#### Information supplied
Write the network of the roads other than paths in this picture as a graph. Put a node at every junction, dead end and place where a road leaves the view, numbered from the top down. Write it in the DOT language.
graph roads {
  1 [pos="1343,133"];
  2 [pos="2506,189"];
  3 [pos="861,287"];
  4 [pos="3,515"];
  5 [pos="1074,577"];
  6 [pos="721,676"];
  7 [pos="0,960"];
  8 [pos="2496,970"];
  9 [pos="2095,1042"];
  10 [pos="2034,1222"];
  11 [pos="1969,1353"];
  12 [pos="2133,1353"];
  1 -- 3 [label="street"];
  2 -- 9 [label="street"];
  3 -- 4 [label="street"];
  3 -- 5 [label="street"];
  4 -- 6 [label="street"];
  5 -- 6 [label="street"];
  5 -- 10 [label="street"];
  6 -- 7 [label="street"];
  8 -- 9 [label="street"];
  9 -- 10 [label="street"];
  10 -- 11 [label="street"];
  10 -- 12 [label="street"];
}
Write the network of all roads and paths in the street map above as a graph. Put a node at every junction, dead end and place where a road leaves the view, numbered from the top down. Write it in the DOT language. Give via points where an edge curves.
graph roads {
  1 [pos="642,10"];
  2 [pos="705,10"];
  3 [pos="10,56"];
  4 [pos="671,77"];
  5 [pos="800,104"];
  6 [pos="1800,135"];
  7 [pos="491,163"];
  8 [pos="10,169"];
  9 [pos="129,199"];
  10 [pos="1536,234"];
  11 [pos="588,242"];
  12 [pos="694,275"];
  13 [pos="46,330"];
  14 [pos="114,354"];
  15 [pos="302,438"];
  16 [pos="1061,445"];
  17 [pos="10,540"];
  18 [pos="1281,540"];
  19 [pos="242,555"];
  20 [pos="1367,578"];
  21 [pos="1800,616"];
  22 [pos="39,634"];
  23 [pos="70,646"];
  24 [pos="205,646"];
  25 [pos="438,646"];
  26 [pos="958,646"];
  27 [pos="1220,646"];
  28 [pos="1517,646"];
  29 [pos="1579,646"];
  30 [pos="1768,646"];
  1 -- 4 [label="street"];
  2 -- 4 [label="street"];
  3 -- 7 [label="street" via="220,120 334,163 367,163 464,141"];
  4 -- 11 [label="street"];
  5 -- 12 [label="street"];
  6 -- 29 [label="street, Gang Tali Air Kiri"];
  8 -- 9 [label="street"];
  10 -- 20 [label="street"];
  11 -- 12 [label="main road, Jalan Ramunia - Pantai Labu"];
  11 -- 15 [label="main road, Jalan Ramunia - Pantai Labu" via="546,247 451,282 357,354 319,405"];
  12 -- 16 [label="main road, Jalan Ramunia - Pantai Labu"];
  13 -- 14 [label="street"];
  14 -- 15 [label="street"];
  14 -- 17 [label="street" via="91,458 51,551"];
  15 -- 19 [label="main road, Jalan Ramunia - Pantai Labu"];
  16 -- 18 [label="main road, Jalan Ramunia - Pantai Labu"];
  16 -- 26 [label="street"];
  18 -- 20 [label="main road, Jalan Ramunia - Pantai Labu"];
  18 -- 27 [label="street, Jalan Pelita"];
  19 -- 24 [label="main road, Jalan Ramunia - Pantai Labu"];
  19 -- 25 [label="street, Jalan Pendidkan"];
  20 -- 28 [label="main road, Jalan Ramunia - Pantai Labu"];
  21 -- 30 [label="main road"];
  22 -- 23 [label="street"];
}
########
What to do: Output all of the data exactly.

Response:
Write the network of the roads other than paths in this picture as a graph. Put a node at every junction, dead end and place where a road leaves the view, numbered from the top down. Write it in the DOT language.
graph roads {
  1 [pos="1343,133"];
  2 [pos="2506,189"];
  3 [pos="861,287"];
  4 [pos="3,515"];
  5 [pos="1074,577"];
  6 [pos="721,676"];
  7 [pos="0,960"];
  8 [pos="2496,970"];
  9 [pos="2095,1042"];
  10 [pos="2034,1222"];
  11 [pos="1969,1353"];
  12 [pos="2133,1353"];
  1 -- 3 [label="street"];
  2 -- 9 [label="street"];
  3 -- 4 [label="street"];
  3 -- 5 [label="street"];
  4 -- 6 [label="street"];
  5 -- 6 [label="street"];
  5 -- 10 [label="street"];
  6 -- 7 [label="street"];
  8 -- 9 [label="street"];
  9 -- 10 [label="street"];
  10 -- 11 [label="street"];
  10 -- 12 [label="street"];
}
Write the network of all roads and paths in the street map above as a graph. Put a node at every junction, dead end and place where a road leaves the view, numbered from the top down. Write it in the DOT language. Give via points where an edge curves.
graph roads {
  1 [pos="642,10"];
  2 [pos="705,10"];
  3 [pos="10,56"];
  4 [pos="671,77"];
  5 [pos="800,104"];
  6 [pos="1800,135"];
  7 [pos="491,163"];
  8 [pos="10,169"];
  9 [pos="129,199"];
  10 [pos="1536,234"];
  11 [pos="588,242"];
  12 [pos="694,275"];
  13 [pos="46,330"];
  14 [pos="114,354"];
  15 [pos="302,438"];
  16 [pos="1061,445"];
  17 [pos="10,540"];
  18 [pos="1281,540"];
  19 [pos="242,555"];
  20 [pos="1367,578"];
  21 [pos="1800,616"];
  22 [pos="39,634"];
  23 [pos="70,646"];
  24 [pos="205,646"];
  25 [pos="438,646"];
  26 [pos="958,646"];
  27 [pos="1220,646"];
  28 [pos="1517,646"];
  29 [pos="1579,646"];
  30 [pos="1768,646"];
  1 -- 4 [label="street"];
  2 -- 4 [label="street"];
  3 -- 7 [label="street" via="220,120 334,163 367,163 464,141"];
  4 -- 11 [label="street"];
  5 -- 12 [label="street"];
  6 -- 29 [label="street, Gang Tali Air Kiri"];
  8 -- 9 [label="street"];
  10 -- 20 [label="street"];
  11 -- 12 [label="main road, Jalan Ramunia - Pantai Labu"];
  11 -- 15 [label="main road, Jalan Ramunia - Pantai Labu" via="546,247 451,282 357,354 319,405"];
  12 -- 16 [label="main road, Jalan Ramunia - Pantai Labu"];
  13 -- 14 [label="street"];
  14 -- 15 [label="street"];
  14 -- 17 [label="street" via="91,458 51,551"];
  15 -- 19 [label="main road, Jalan Ramunia - Pantai Labu"];
  16 -- 18 [label="main road, Jalan Ramunia - Pantai Labu"];
  16 -- 26 [label="street"];
  18 -- 20 [label="main road, Jalan Ramunia - Pantai Labu"];
  18 -- 27 [label="street, Jalan Pelita"];
  19 -- 24 [label="main road, Jalan Ramunia - Pantai Labu"];
  19 -- 25 [label="street, Jalan Pendidkan"];
  20 -- 28 [label="main road, Jalan Ramunia - Pantai Labu"];
  21 -- 30 [label="main road"];
  22 -- 23 [label="street"];
}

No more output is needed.